In February, China’s central bank fully liberalized interest rates on foreign-currency deposits in the zone, but no timetable has been issued for similar action on yuan deposits.
A separate accounting system has been created in the zone to allow freer flow of capital, such as cross-border financing. Operating details have yet to be announced.
Still, the government is moving in the right direction, said Sun Lijian, deputy director of the School of Economics at Fudan University.
“When talking about financial opening, people first think of capital-account opening,” he told Shanghai Daily. “China has adopted a strategy of promoting the internationalization of the yuan before easing controls on the capital account, and a lot has been done on that front.”
The launch of the international gold trading board in the zone this month, introducing yuan-denominated contracts, was lauded as another milestone toward making the yuan an international currency.

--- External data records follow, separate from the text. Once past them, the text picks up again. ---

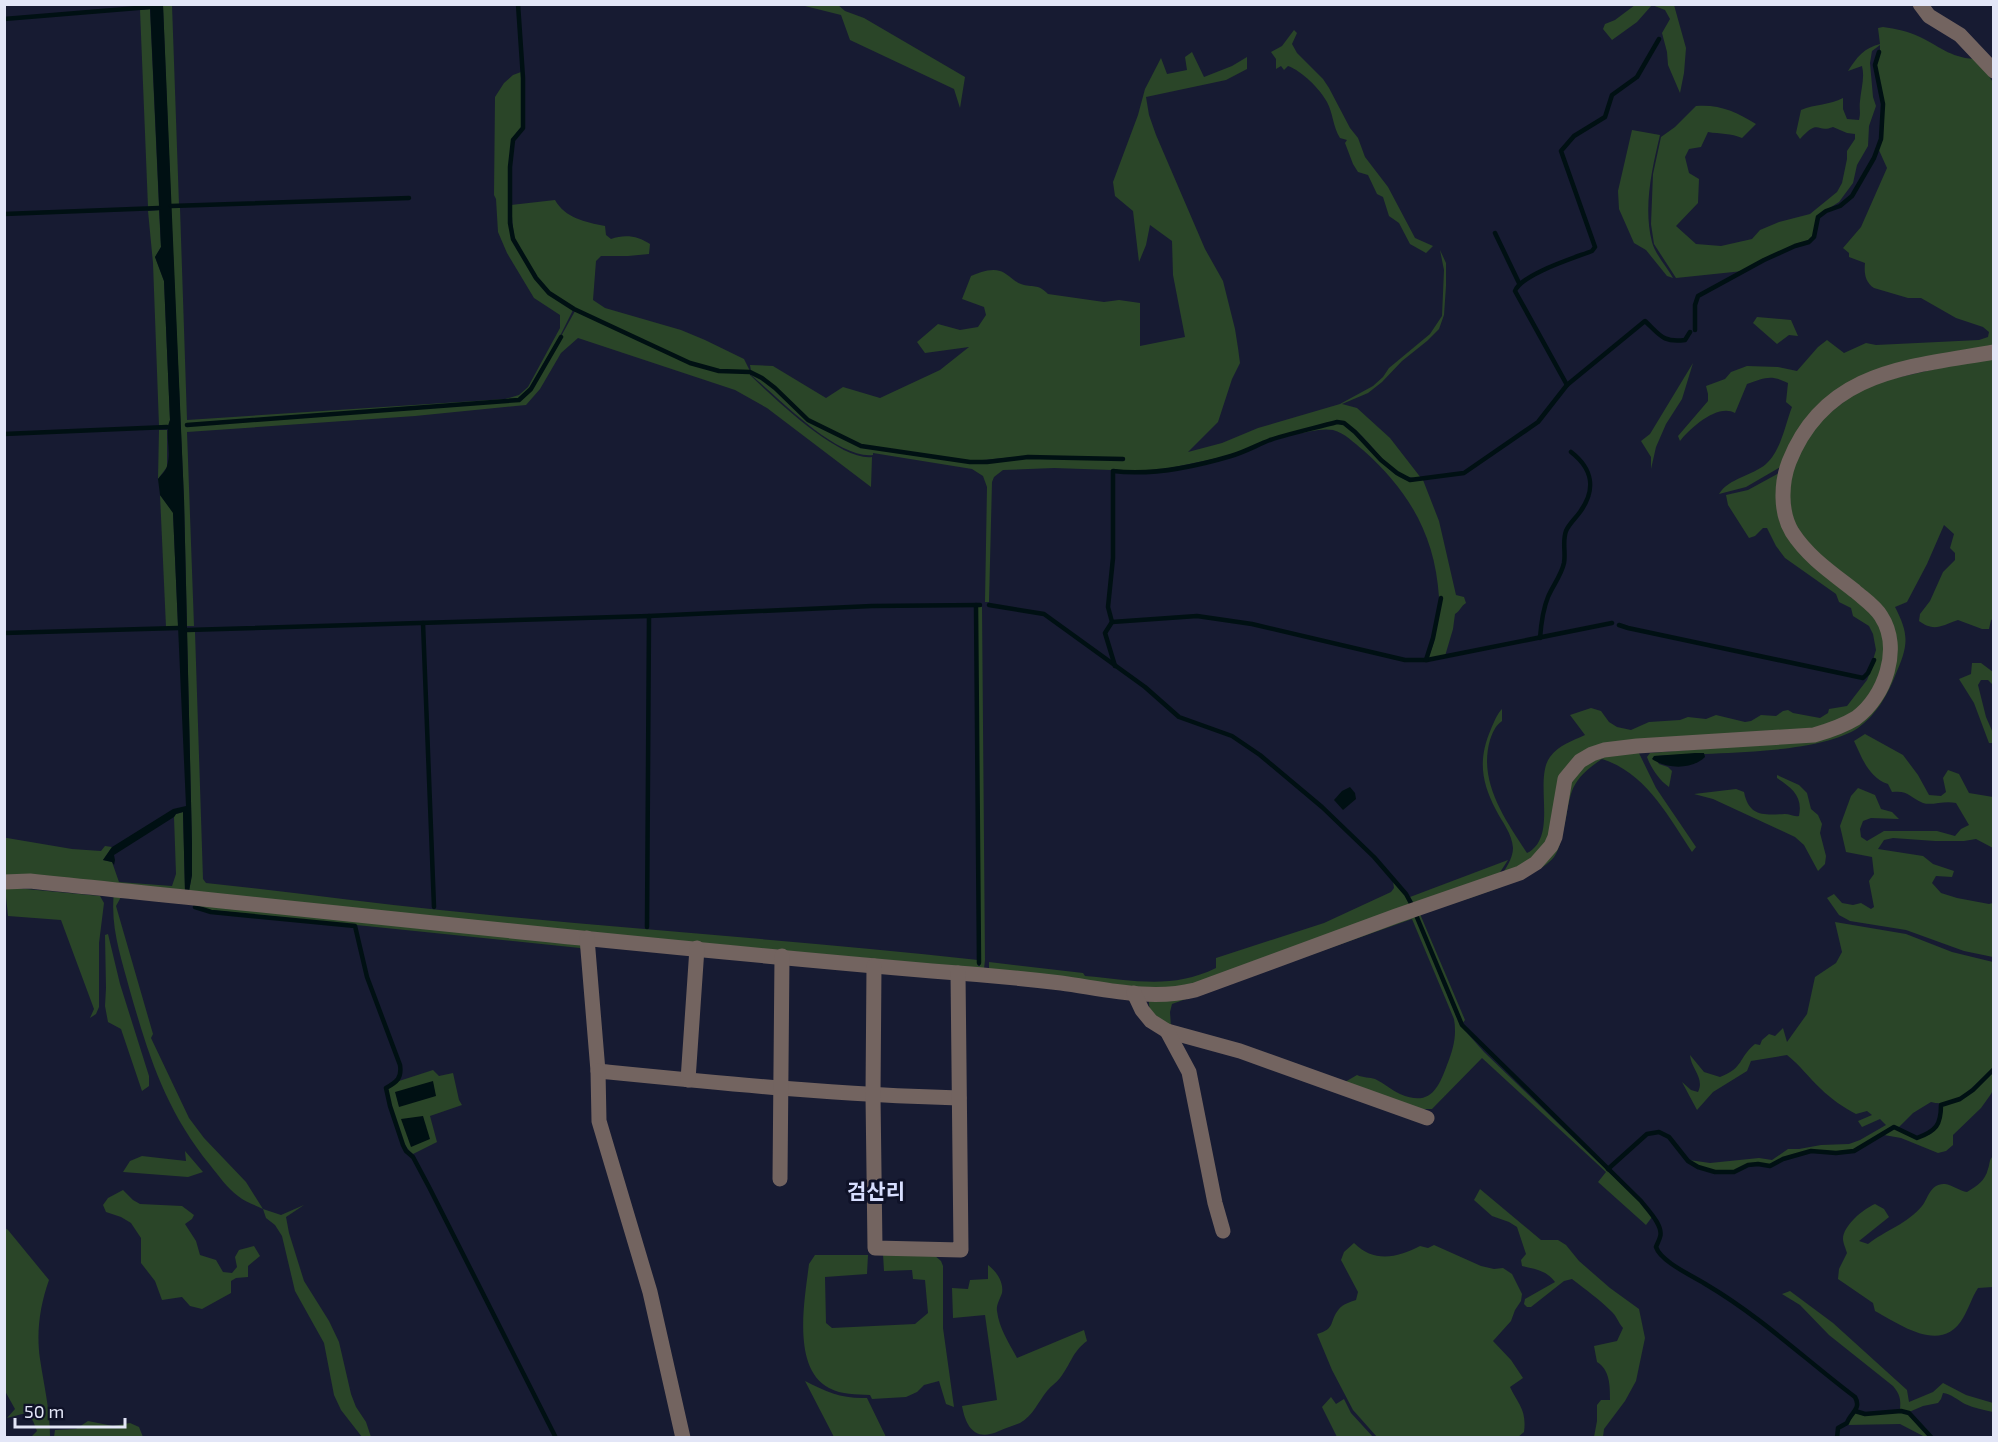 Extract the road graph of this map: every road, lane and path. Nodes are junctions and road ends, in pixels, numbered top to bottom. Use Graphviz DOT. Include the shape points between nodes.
graph roads {
  1 [pos="1920,4"];
  2 [pos="1994,71"];
  3 [pos="1994,352"];
  4 [pos="4,882"];
  5 [pos="587,938"];
  6 [pos="697,948"];
  7 [pos="782,956"];
  8 [pos="874,966"];
  9 [pos="958,973"];
  10 [pos="1134,993"];
  11 [pos="1167,1031"];
  12 [pos="598,1071"];
  13 [pos="688,1080"];
  14 [pos="780,1089"];
  15 [pos="873,1095"];
  16 [pos="959,1098"];
  17 [pos="1427,1118"];
  18 [pos="780,1179"];
  19 [pos="1223,1231"];
  20 [pos="683,1437"];
  1 -- 2 [label="street" via="1929,16 1960,35"];
  3 -- 10 [label="street" via="1894,370 1845,392 1809,424 1787,467 1783,497 1791,530 1812,557 1871,604 1890,636 1885,678 1857,717 1814,735 1637,746 1592,754 1580,761 1566,779 1551,846 1520,873 1204,987 1169,994"];
  4 -- 5 [label="street" via="30,881"];
  5 -- 6 [label="street"];
  5 -- 12 [label="street"];
  6 -- 7 [label="street"];
  6 -- 13 [label="street"];
  7 -- 8 [label="street"];
  7 -- 14 [label="street"];
  8 -- 9 [label="street"];
  8 -- 15 [label="street"];
  9 -- 10 [label="street"];
  9 -- 16 [label="street"];
  10 -- 11 [label="street" via="1151,1021"];
  11 -- 17 [label="street" via="1240,1051"];
  11 -- 19 [label="street" via="1189,1072"];
  12 -- 13 [label="street"];
  12 -- 20 [label="street" via="599,1121 650,1292"];
  13 -- 14 [label="street"];
  14 -- 15 [label="street"];
  14 -- 18 [label="street"];
  15 -- 16 [label="street"];
  15 -- 16 [label="street" via="875,1248 961,1250"];
} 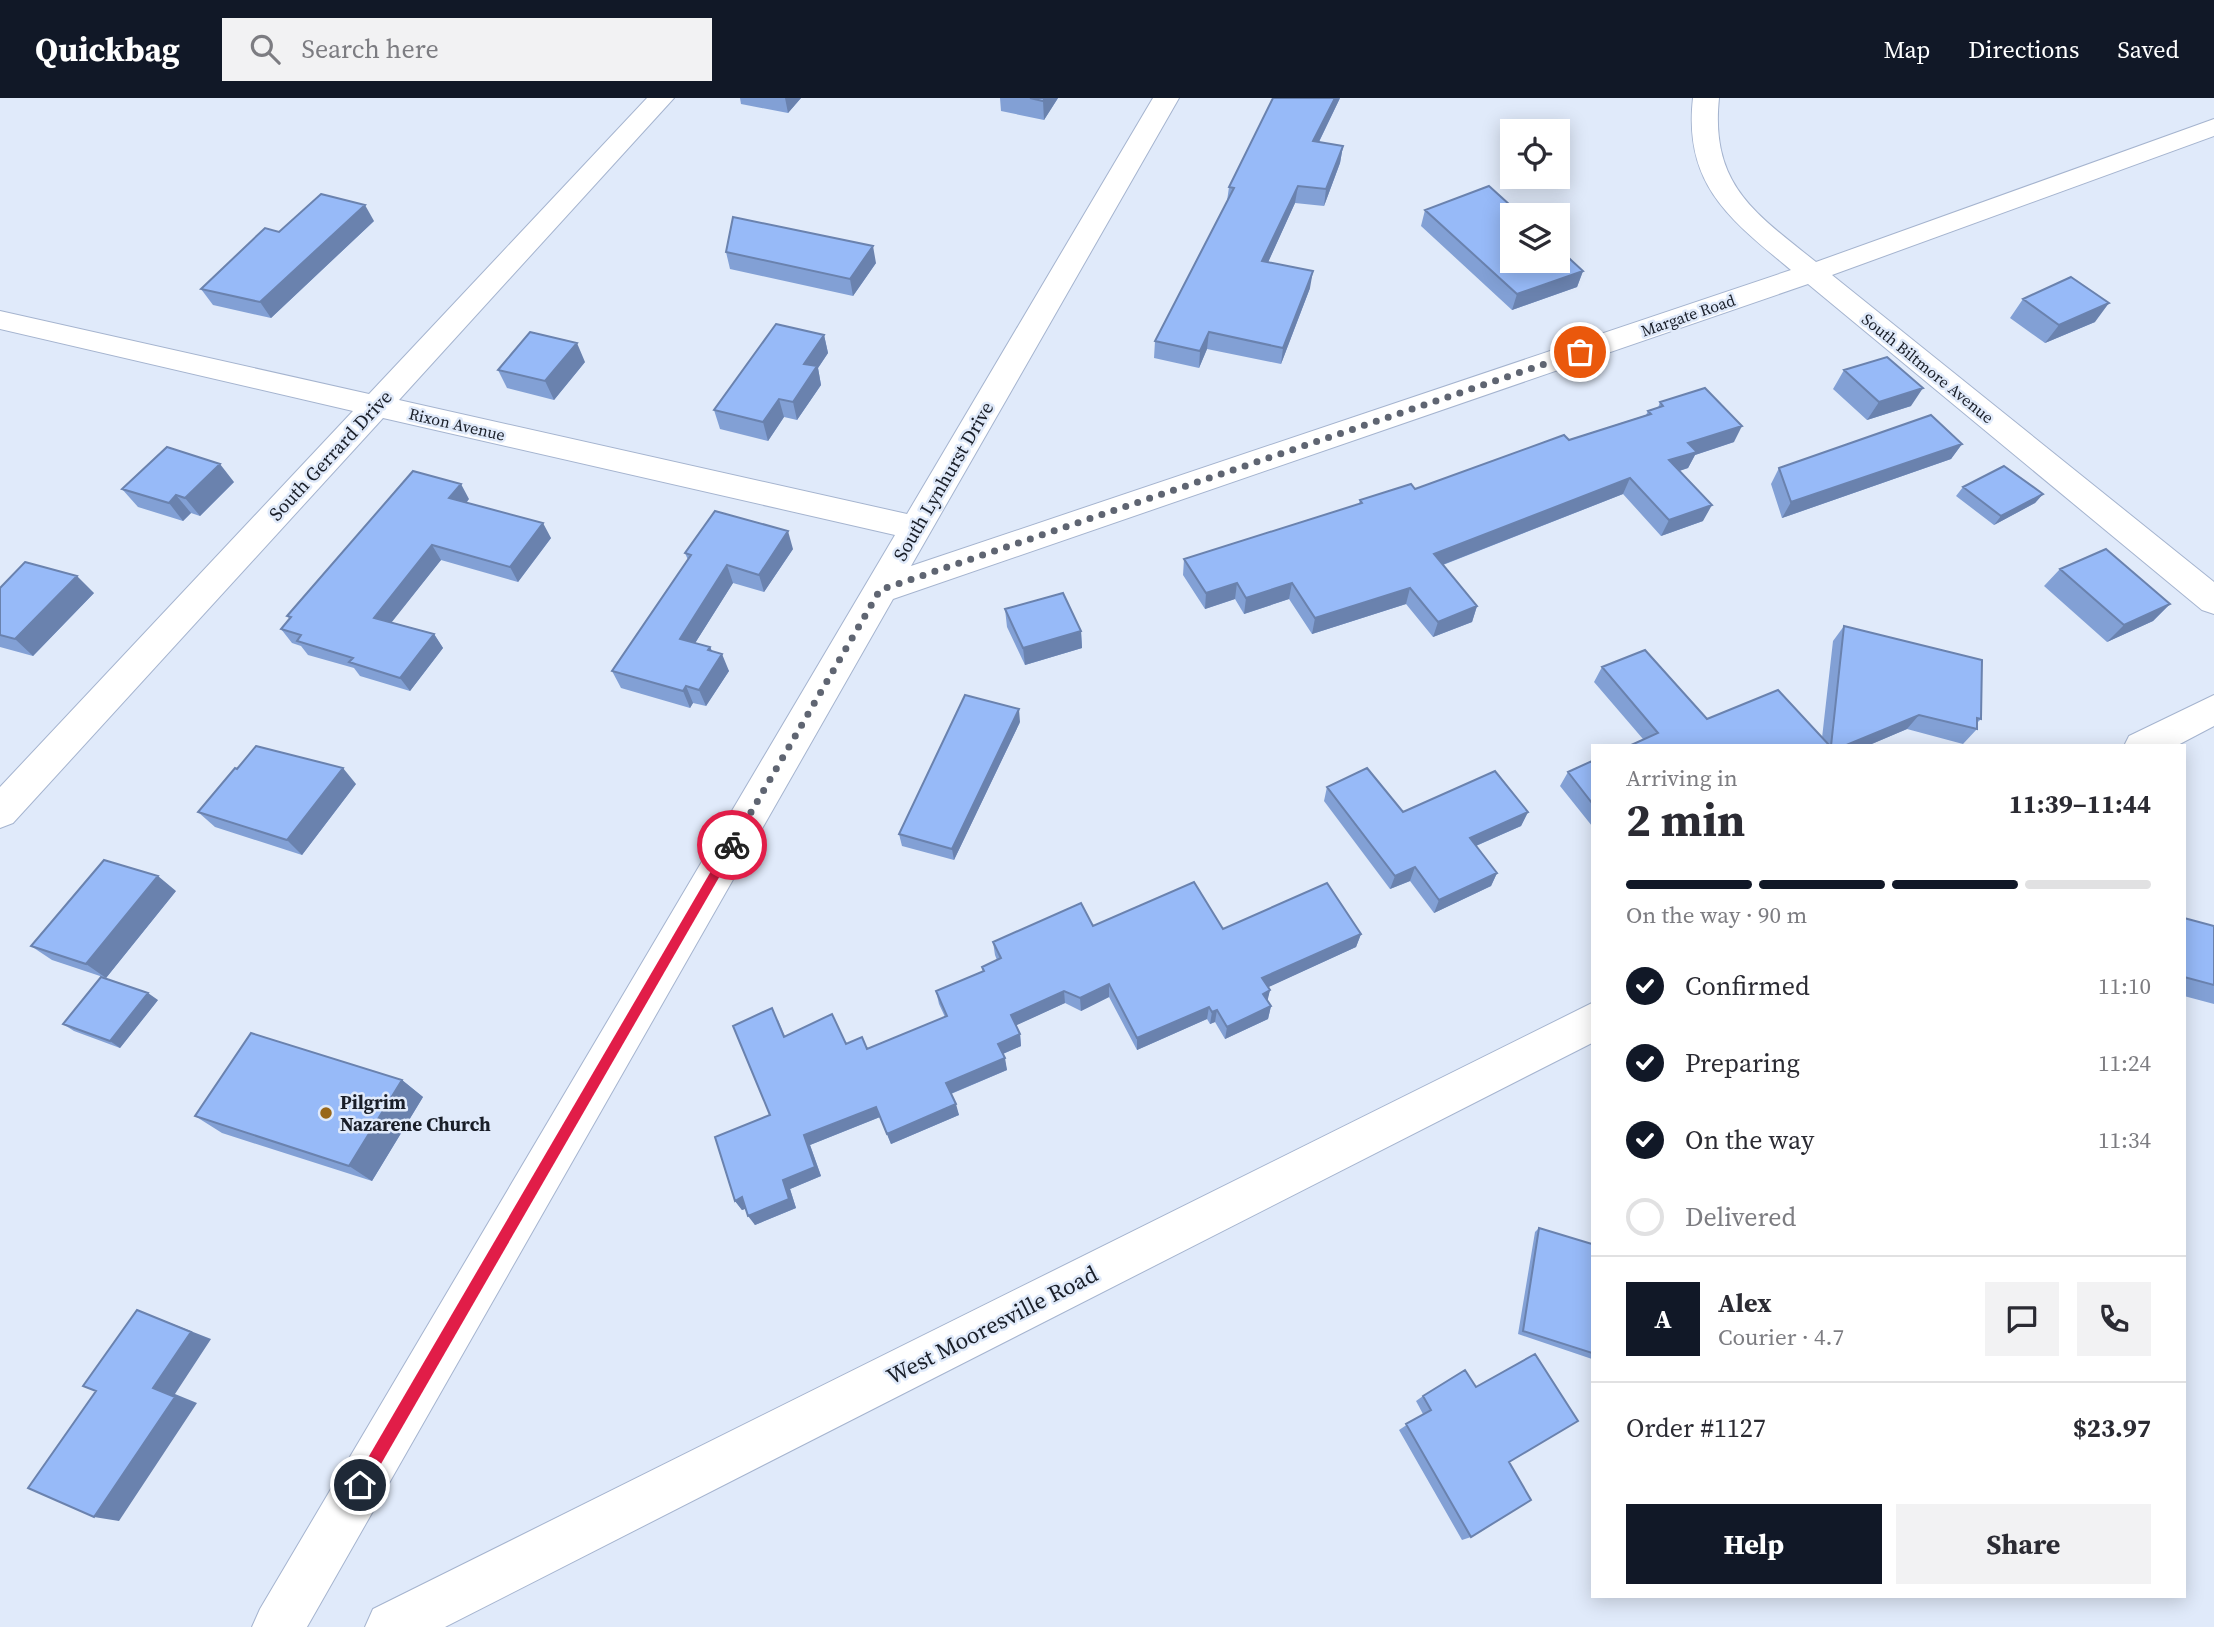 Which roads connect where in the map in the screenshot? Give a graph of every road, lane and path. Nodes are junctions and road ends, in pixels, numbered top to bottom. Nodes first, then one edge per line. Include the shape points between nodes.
1 (661, 98) edge
2 (1166, 98) edge
3 (1706, 98) edge
4 (2214, 127) edge
5 (1811, 273) junction
6 (0, 320) edge
7 (376, 405) junction
8 (915, 528) junction
9 (880, 590) junction
10 (2214, 601) edge
11 (2214, 709) edge
12 (2146, 744) edge
13 (0, 812) edge
14 (1591, 1023) edge
15 (278, 1627) edge
16 (391, 1627) edge

1 - 7 street, South Gerrard Drive
2 - 8 street, South Lynhurst Drive
3 - 5 street, South Biltmore Avenue via 1703,140 1725,193 1763,235
4 - 5 street, Margate Road
5 - 9 street, Margate Road
5 - 10 street, South Biltmore Avenue
6 - 7 street, Rixon Avenue
7 - 8 street, Rixon Avenue
7 - 13 street, South Gerrard Drive
8 - 9 street, South Lynhurst Drive
9 - 15 street, South Lynhurst Drive
11 - 12 street
14 - 16 street, West Mooresville Road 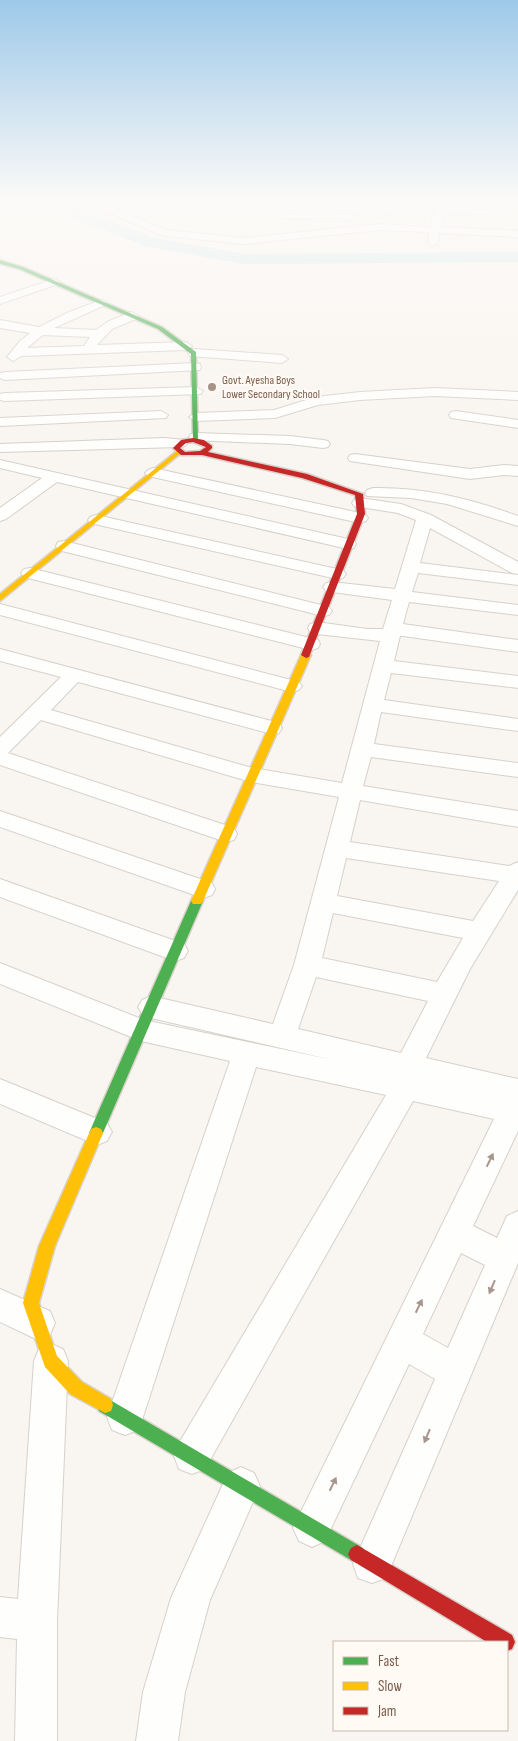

Equally, an imminent pilot program creating a link between Shanghai and Hong Kong stock markets is viewed another major step.
The Renminbi Qualified Foreign Institutional Investor program, a quota system first introduced in Hong Kong to allow overseas investors into China’s capital markets with offshore yuan, has been extended to include the UK, Singapore, France, Korea and Germany.
Sun said a more competitive yuan will help regulators manage risks, such as wild speculative movements, in the opening of the capital account.
“When China becomes strong enough in risk management, and Europe and the US end their quantitative easing policies, it will be time for the government to lift restrictions on the capital account,” Sun said. “During this process, it’s important for Chinese financial institutions and enterprises to innovate their business models and enhance profitability, rather than wait and rely on policy spoon-feeding.”